- EXERCISE BRIEF -
Where a line in the listing contains the string "highway", copy that line out.

- DATASET -
──────────────────────────────

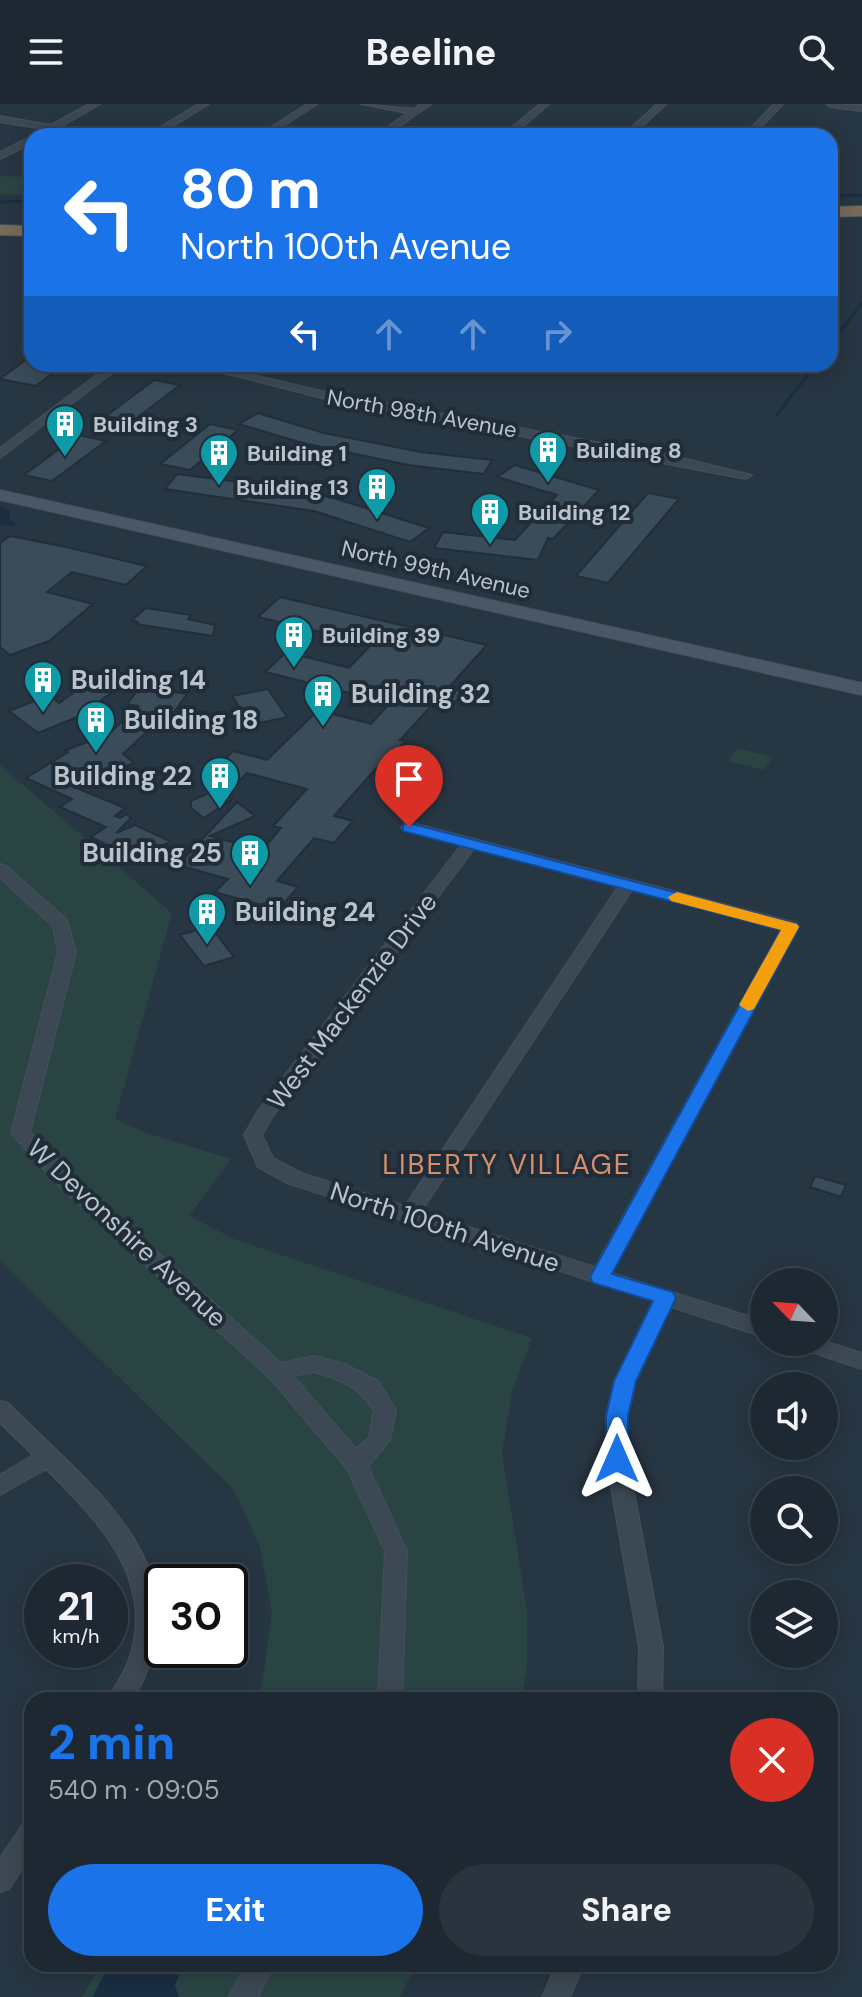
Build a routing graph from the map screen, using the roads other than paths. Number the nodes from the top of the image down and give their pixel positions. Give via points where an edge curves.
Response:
1 (96, 104) edge
2 (205, 104) edge
3 (313, 104) edge
4 (365, 104) edge
5 (427, 104) edge
6 (530, 104) edge
7 (662, 104) edge
8 (779, 104) edge
9 (830, 104) edge
10 (544, 105) edge
11 (862, 108) edge
12 (416, 112) junction
13 (0, 119) edge
14 (54, 128) joint
15 (163, 128) edge
16 (275, 128) edge
17 (392, 128) edge
18 (516, 128) edge
19 (636, 128) edge
20 (756, 128) edge
21 (24, 145) edge
22 (0, 156) edge
23 (862, 213) edge
24 (838, 214) edge
25 (0, 215) edge
26 (24, 215) edge
27 (838, 226) edge
28 (862, 226) edge
29 (0, 228) edge
30 (24, 229) edge
31 (108, 372) edge
32 (224, 372) edge
33 (0, 454) edge
34 (746, 475) dead end
35 (0, 495) edge
36 (862, 689) edge
37 (409, 827) dead end
38 (470, 844) junction
39 (0, 869) edge
40 (628, 884) junction
41 (265, 1162) joint
42 (409, 1215) junction
43 (600, 1277) junction
44 (665, 1298) junction
45 (750, 1325) edge
46 (838, 1353) edge
47 (862, 1361) edge
48 (277, 1372) junction
49 (0, 1409) edge
50 (48, 1457) junction
51 (356, 1464) junction
52 (0, 1486) edge
53 (124, 1692) edge
54 (390, 1692) edge
55 (650, 1692) edge
56 (24, 1844) edge
57 (0, 1880) edge
58 (257, 1972) edge
59 (567, 1972) edge
60 (243, 1997) edge
61 (556, 1997) edge

1 - 14 street
2 - 15 street
3 - 16 street
4 - 12 street
5 - 12 street
6 - 10 street
7 - 19 street
8 - 20 street
9 - 11 street
10 - 18 street
12 - 17 street
13 - 14 street
21 - 22 street
23 - 24 highway
25 - 26 highway
27 - 28 highway
29 - 30 highway
31 - 33 street
32 - 34 street, North 98th Avenue
35 - 36 main road, North 99th Avenue
37 - 38 street
38 - 40 street
38 - 41 street, West Mackenzie Drive via 266,1113 253,1135
39 - 48 street, W Devonshire Avenue via 61,924 67,952 20,1133 70,1185
40 - 42 street
40 - 43 street via 791,927
41 - 42 street, North 100th Avenue via 294,1178
42 - 43 street, North 100th Avenue
43 - 44 street, North 100th Avenue
44 - 45 street, North 100th Avenue
44 - 55 street via 625,1381 617,1416 617,1459 651,1647
46 - 47 street
48 - 51 street, W Devonshire Avenue
48 - 51 street via 314,1364 370,1387 385,1410 379,1440
49 - 50 street
50 - 52 street
50 - 53 street via 123,1541 142,1579 146,1630 141,1659
51 - 54 street, W Devonshire Avenue via 396,1551
56 - 57 street
58 - 60 street
59 - 61 street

──────────────────────────────

- TASK RESULT -
23 - 24 highway
25 - 26 highway
27 - 28 highway
29 - 30 highway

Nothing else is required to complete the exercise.